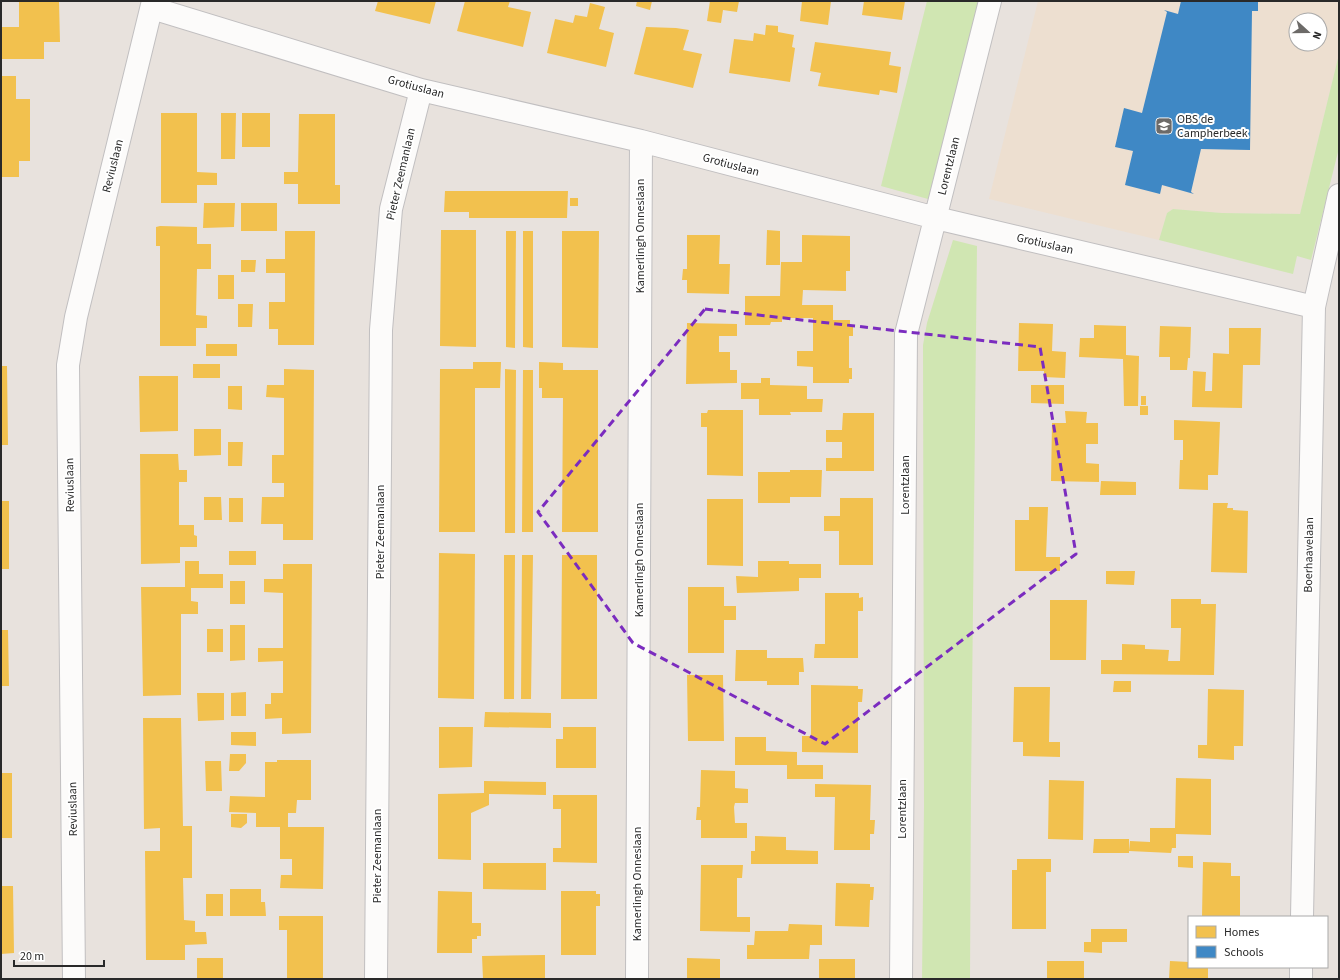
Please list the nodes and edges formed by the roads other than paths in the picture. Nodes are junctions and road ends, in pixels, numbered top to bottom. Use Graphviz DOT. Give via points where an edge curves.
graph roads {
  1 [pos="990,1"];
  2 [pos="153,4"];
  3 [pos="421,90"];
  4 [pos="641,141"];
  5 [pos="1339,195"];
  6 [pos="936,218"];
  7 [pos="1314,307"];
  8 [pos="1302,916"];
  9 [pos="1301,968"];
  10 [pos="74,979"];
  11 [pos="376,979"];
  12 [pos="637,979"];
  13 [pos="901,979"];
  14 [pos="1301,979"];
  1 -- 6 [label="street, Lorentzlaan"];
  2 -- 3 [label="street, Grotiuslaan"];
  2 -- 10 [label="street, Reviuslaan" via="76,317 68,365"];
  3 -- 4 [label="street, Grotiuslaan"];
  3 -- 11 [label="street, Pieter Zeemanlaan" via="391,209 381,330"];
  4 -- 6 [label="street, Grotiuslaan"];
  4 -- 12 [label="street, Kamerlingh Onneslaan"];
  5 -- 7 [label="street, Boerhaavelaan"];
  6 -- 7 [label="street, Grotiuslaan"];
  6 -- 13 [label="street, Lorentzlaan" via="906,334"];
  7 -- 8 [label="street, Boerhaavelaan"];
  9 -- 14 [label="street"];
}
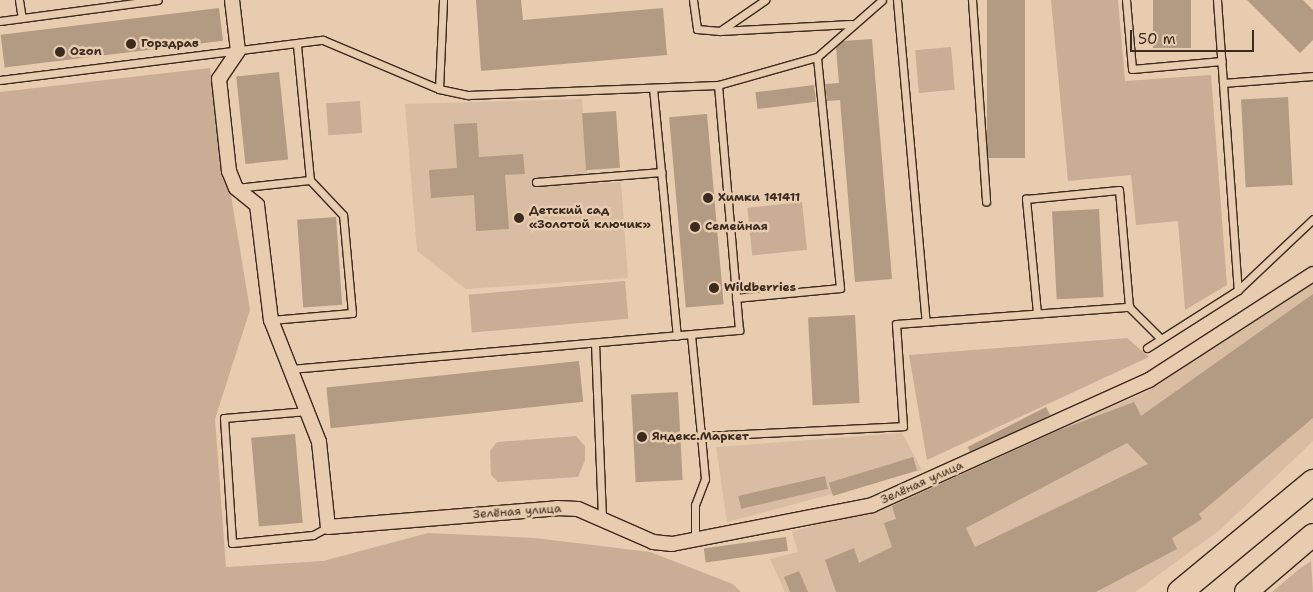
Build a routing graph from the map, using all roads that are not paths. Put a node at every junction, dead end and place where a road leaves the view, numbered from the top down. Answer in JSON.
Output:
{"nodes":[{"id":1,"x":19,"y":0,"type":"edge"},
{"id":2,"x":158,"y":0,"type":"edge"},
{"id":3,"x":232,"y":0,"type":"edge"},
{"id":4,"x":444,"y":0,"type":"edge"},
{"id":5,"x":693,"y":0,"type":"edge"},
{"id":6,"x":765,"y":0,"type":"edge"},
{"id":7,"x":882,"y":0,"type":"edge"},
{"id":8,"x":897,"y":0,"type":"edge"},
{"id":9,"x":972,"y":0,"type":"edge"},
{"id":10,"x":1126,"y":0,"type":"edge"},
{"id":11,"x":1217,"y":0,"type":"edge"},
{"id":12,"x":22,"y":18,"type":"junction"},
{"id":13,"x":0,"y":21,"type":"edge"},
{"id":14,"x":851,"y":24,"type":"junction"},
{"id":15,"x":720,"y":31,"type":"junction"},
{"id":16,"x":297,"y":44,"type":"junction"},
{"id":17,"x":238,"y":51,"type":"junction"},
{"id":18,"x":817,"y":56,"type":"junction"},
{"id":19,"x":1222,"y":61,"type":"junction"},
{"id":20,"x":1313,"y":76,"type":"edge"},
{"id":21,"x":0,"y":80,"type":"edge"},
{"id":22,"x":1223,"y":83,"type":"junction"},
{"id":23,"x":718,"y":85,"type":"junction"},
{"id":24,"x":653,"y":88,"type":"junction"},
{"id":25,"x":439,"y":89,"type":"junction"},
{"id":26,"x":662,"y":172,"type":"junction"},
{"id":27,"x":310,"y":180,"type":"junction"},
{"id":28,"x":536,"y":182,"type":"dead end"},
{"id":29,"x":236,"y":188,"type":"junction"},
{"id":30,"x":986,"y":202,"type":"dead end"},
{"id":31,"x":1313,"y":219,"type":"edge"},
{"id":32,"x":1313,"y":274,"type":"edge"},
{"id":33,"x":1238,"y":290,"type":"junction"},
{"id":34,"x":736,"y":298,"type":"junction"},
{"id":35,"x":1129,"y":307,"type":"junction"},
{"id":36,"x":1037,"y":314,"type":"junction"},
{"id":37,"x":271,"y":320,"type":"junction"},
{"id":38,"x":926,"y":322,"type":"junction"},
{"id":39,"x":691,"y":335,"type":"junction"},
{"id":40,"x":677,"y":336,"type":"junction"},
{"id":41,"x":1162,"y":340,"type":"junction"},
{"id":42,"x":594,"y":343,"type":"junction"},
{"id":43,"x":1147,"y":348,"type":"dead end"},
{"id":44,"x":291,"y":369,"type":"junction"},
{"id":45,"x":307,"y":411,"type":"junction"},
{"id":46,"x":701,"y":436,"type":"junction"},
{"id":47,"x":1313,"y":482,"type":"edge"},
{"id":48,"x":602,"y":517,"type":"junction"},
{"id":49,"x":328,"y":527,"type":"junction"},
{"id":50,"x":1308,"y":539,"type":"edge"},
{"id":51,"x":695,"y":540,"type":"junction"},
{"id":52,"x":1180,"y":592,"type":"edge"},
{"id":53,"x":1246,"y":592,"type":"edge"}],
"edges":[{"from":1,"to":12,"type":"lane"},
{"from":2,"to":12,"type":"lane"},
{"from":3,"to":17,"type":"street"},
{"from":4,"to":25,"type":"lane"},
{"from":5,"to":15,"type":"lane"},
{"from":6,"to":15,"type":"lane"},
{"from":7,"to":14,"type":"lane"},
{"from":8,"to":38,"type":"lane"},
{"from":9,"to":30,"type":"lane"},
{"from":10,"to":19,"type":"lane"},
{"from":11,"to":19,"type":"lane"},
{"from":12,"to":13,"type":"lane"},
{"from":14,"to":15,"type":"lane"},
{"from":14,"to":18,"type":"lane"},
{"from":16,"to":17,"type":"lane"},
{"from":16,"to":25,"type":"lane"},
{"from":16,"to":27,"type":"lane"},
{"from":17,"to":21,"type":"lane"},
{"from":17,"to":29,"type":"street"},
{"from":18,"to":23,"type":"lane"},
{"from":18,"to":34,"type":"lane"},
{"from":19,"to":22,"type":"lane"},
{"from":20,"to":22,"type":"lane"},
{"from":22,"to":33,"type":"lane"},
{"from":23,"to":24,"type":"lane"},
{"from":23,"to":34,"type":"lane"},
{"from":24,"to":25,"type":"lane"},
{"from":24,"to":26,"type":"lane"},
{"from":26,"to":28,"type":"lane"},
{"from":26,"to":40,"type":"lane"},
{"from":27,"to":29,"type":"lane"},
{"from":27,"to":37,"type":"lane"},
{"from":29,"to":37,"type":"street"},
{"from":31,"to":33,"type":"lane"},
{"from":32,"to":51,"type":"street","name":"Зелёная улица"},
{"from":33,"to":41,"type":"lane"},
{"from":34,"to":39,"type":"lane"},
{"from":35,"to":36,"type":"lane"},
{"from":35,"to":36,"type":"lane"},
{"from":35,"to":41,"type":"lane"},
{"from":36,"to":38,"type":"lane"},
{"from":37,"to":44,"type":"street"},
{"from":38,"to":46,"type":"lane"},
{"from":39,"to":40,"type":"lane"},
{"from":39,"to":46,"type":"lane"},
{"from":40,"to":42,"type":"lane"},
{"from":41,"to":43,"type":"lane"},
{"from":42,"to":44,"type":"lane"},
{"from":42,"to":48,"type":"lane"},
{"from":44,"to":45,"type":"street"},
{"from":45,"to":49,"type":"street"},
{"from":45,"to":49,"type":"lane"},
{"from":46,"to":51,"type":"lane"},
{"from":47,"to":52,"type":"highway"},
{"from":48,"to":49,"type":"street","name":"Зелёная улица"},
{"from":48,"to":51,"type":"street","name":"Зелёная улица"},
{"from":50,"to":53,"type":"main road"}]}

********

Transcribe the whole listing exactly but exclude images.

Please list the nodes and edges formed by the roads other than paths in the picture. Nodes are junctions and road ends, in pixels, numbered top to bottom. Use Graphviz DOT. Give via points where an edge curves.
graph roads {
  1 [pos="990,1"];
  2 [pos="153,4"];
  3 [pos="421,90"];
  4 [pos="641,141"];
  5 [pos="1339,195"];
  6 [pos="936,218"];
  7 [pos="1314,307"];
  8 [pos="1302,916"];
  9 [pos="1301,968"];
  10 [pos="74,979"];
  11 [pos="376,979"];
  12 [pos="637,979"];
  13 [pos="901,979"];
  14 [pos="1301,979"];
  1 -- 6 [label="street, Lorentzlaan"];
  2 -- 3 [label="street, Grotiuslaan"];
  2 -- 10 [label="street, Reviuslaan" via="76,317 68,365"];
  3 -- 4 [label="street, Grotiuslaan"];
  3 -- 11 [label="street, Pieter Zeemanlaan" via="391,209 381,330"];
  4 -- 6 [label="street, Grotiuslaan"];
  4 -- 12 [label="street, Kamerlingh Onneslaan"];
  5 -- 7 [label="street, Boerhaavelaan"];
  6 -- 7 [label="street, Grotiuslaan"];
  6 -- 13 [label="street, Lorentzlaan" via="906,334"];
  7 -- 8 [label="street, Boerhaavelaan"];
  9 -- 14 [label="street"];
}
Build a routing graph from the map, using all roads that are not paths. Put a node at every junction, dead end and place where a road leaves the view, numbered from the top down. Answer in JSON.
Output:
{"nodes":[{"id":1,"x":19,"y":0,"type":"edge"},
{"id":2,"x":158,"y":0,"type":"edge"},
{"id":3,"x":232,"y":0,"type":"edge"},
{"id":4,"x":444,"y":0,"type":"edge"},
{"id":5,"x":693,"y":0,"type":"edge"},
{"id":6,"x":765,"y":0,"type":"edge"},
{"id":7,"x":882,"y":0,"type":"edge"},
{"id":8,"x":897,"y":0,"type":"edge"},
{"id":9,"x":972,"y":0,"type":"edge"},
{"id":10,"x":1126,"y":0,"type":"edge"},
{"id":11,"x":1217,"y":0,"type":"edge"},
{"id":12,"x":22,"y":18,"type":"junction"},
{"id":13,"x":0,"y":21,"type":"edge"},
{"id":14,"x":851,"y":24,"type":"junction"},
{"id":15,"x":720,"y":31,"type":"junction"},
{"id":16,"x":297,"y":44,"type":"junction"},
{"id":17,"x":238,"y":51,"type":"junction"},
{"id":18,"x":817,"y":56,"type":"junction"},
{"id":19,"x":1222,"y":61,"type":"junction"},
{"id":20,"x":1313,"y":76,"type":"edge"},
{"id":21,"x":0,"y":80,"type":"edge"},
{"id":22,"x":1223,"y":83,"type":"junction"},
{"id":23,"x":718,"y":85,"type":"junction"},
{"id":24,"x":653,"y":88,"type":"junction"},
{"id":25,"x":439,"y":89,"type":"junction"},
{"id":26,"x":662,"y":172,"type":"junction"},
{"id":27,"x":310,"y":180,"type":"junction"},
{"id":28,"x":536,"y":182,"type":"dead end"},
{"id":29,"x":236,"y":188,"type":"junction"},
{"id":30,"x":986,"y":202,"type":"dead end"},
{"id":31,"x":1313,"y":219,"type":"edge"},
{"id":32,"x":1313,"y":274,"type":"edge"},
{"id":33,"x":1238,"y":290,"type":"junction"},
{"id":34,"x":736,"y":298,"type":"junction"},
{"id":35,"x":1129,"y":307,"type":"junction"},
{"id":36,"x":1037,"y":314,"type":"junction"},
{"id":37,"x":271,"y":320,"type":"junction"},
{"id":38,"x":926,"y":322,"type":"junction"},
{"id":39,"x":691,"y":335,"type":"junction"},
{"id":40,"x":677,"y":336,"type":"junction"},
{"id":41,"x":1162,"y":340,"type":"junction"},
{"id":42,"x":594,"y":343,"type":"junction"},
{"id":43,"x":1147,"y":348,"type":"dead end"},
{"id":44,"x":291,"y":369,"type":"junction"},
{"id":45,"x":307,"y":411,"type":"junction"},
{"id":46,"x":701,"y":436,"type":"junction"},
{"id":47,"x":1313,"y":482,"type":"edge"},
{"id":48,"x":602,"y":517,"type":"junction"},
{"id":49,"x":328,"y":527,"type":"junction"},
{"id":50,"x":1308,"y":539,"type":"edge"},
{"id":51,"x":695,"y":540,"type":"junction"},
{"id":52,"x":1180,"y":592,"type":"edge"},
{"id":53,"x":1246,"y":592,"type":"edge"}],
"edges":[{"from":1,"to":12,"type":"lane"},
{"from":2,"to":12,"type":"lane"},
{"from":3,"to":17,"type":"street"},
{"from":4,"to":25,"type":"lane"},
{"from":5,"to":15,"type":"lane"},
{"from":6,"to":15,"type":"lane"},
{"from":7,"to":14,"type":"lane"},
{"from":8,"to":38,"type":"lane"},
{"from":9,"to":30,"type":"lane"},
{"from":10,"to":19,"type":"lane"},
{"from":11,"to":19,"type":"lane"},
{"from":12,"to":13,"type":"lane"},
{"from":14,"to":15,"type":"lane"},
{"from":14,"to":18,"type":"lane"},
{"from":16,"to":17,"type":"lane"},
{"from":16,"to":25,"type":"lane"},
{"from":16,"to":27,"type":"lane"},
{"from":17,"to":21,"type":"lane"},
{"from":17,"to":29,"type":"street"},
{"from":18,"to":23,"type":"lane"},
{"from":18,"to":34,"type":"lane"},
{"from":19,"to":22,"type":"lane"},
{"from":20,"to":22,"type":"lane"},
{"from":22,"to":33,"type":"lane"},
{"from":23,"to":24,"type":"lane"},
{"from":23,"to":34,"type":"lane"},
{"from":24,"to":25,"type":"lane"},
{"from":24,"to":26,"type":"lane"},
{"from":26,"to":28,"type":"lane"},
{"from":26,"to":40,"type":"lane"},
{"from":27,"to":29,"type":"lane"},
{"from":27,"to":37,"type":"lane"},
{"from":29,"to":37,"type":"street"},
{"from":31,"to":33,"type":"lane"},
{"from":32,"to":51,"type":"street","name":"Зелёная улица"},
{"from":33,"to":41,"type":"lane"},
{"from":34,"to":39,"type":"lane"},
{"from":35,"to":36,"type":"lane"},
{"from":35,"to":36,"type":"lane"},
{"from":35,"to":41,"type":"lane"},
{"from":36,"to":38,"type":"lane"},
{"from":37,"to":44,"type":"street"},
{"from":38,"to":46,"type":"lane"},
{"from":39,"to":40,"type":"lane"},
{"from":39,"to":46,"type":"lane"},
{"from":40,"to":42,"type":"lane"},
{"from":41,"to":43,"type":"lane"},
{"from":42,"to":44,"type":"lane"},
{"from":42,"to":48,"type":"lane"},
{"from":44,"to":45,"type":"street"},
{"from":45,"to":49,"type":"street"},
{"from":45,"to":49,"type":"lane"},
{"from":46,"to":51,"type":"lane"},
{"from":47,"to":52,"type":"highway"},
{"from":48,"to":49,"type":"street","name":"Зелёная улица"},
{"from":48,"to":51,"type":"street","name":"Зелёная улица"},
{"from":50,"to":53,"type":"main road"}]}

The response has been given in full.